The Detroit News has this story: Gas prices, poor economy limit vacations.

A snippet:

Travel in Michigan will be off 2 percent in 2008, and spending will be flat, according to Michigan Tourism Outlook prepared by Michigan State University.

Tourism officials are pulling out the stops to try to prove the prognosticators wrong. Armed with nearly $40 million that the state Legislature approved this week, they’ll target potential visitors in Chicago, Ohio and Ontario with ads designed to lure them to Michigan.

“If it was just gas, it wouldn’t be such an issue,” said Sarah Nicholls, an assistant professor at MSU who helped compile the report. “People really have to think ‘Can I afford a (vacation)?’ ”

When I worked as a newspaper reporter in northwest Ohio, I frequently heard a theory from tourism officials in that area that went: when the economy is slow, people stay closer to home for their vacation time.

According to this theory, families who would otherwise schedule a vacation trip out of state would look to tourist attractions within a closer range as their alternative during the down economic years.
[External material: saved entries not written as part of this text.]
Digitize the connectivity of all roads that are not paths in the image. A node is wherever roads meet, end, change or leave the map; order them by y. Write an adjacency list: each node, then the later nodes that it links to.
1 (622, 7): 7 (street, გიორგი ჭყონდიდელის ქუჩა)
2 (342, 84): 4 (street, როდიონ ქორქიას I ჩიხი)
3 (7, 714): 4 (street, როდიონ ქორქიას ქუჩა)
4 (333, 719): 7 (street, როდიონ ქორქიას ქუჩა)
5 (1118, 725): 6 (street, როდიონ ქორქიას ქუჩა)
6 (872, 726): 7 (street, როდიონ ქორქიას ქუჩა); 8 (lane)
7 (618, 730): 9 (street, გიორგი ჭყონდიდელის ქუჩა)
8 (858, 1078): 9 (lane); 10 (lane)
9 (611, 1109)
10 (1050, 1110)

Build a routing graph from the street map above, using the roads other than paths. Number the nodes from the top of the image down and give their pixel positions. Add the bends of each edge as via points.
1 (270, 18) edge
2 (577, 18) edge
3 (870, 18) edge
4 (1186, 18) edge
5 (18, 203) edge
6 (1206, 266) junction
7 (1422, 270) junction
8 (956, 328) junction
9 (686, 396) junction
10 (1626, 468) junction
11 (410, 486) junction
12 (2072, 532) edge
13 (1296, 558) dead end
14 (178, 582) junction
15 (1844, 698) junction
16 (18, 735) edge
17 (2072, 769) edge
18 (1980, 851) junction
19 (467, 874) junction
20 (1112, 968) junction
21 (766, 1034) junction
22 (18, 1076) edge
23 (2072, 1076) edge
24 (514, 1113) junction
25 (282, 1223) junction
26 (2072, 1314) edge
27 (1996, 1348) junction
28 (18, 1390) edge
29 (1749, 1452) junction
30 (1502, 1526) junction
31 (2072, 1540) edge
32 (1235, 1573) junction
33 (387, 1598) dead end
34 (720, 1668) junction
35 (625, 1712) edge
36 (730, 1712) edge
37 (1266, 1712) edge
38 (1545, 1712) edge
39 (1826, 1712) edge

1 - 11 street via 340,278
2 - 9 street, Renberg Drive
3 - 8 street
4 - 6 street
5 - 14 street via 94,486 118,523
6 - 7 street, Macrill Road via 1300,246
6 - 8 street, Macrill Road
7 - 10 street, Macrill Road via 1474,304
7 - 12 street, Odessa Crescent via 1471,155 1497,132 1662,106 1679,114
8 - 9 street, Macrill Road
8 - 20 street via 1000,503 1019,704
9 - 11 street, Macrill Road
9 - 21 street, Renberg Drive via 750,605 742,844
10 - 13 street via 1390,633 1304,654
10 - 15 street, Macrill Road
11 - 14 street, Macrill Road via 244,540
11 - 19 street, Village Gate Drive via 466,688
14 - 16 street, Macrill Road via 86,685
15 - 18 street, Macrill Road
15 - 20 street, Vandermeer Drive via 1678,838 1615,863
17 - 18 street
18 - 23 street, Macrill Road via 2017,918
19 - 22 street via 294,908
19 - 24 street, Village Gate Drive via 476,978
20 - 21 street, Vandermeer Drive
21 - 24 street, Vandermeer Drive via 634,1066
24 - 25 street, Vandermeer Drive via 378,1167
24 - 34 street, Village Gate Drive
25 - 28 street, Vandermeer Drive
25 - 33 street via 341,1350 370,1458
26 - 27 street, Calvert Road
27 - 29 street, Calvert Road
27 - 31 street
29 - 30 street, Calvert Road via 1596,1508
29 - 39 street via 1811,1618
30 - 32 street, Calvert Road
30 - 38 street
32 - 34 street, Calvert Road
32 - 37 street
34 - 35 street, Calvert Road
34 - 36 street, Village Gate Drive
In other words, those who would like to go to Disney World might consider Cedar Point amusement park instead.

And, because this is such a populous part of the country, that’s a pretty big pool of additional tourists who will look at “regional” attractions.

Therefore, the Lake Erie tourism industry expected to hold its own even during national downturns.

Given the economic reality across the country, that is a good reason for Michigan tourism marketing this summer to be aimed at other Midwest states. After all, you want to aim for your potential market.

But the question I’ve always wondered was: What about the families who could barely afford those shorter trips to begin with?

Take any potential location that’s 150 miles away, which is about the limits of a day-trip or overnight stay distance with 2 1/2 to 3 hours of driving. Let’s assume 25 mpg, which is pretty good mileage for a family-size vehicle. Gas prices are averaging $3.45 a gallon now in our area …

That’s $41.40 just to pay for the gas back and forth.

When gas was $1.70 a gallon (not all THAT long ago), that same family could make this same trip for $20.70.

Can $20 really be a make-or-break deal?

Remember: this is only the start of the travel expenses. Food prices have increased whether you look at sit-down dining, fast food drive-throughs, or “lunch box” items purchased at the grocery store. Camping has long been a frugal alternative to hotel fees, but even that option is getting pricey. When I camped at a full-service campground in Indiana last summer, I had to pay $26 a night. And the Detroit News article mentioned marine fuel spikes that are affecting boaters and anglers.

And what else will you do when you get to your destination? Have you looked at the price of ferry fares? Turnpike tolls? Movie tickets? Museum tickets? Do you routinely buy trinkets and souvenirs on a trip?

Can anyone be surprised if families wonder if they can even afford a vacation this year?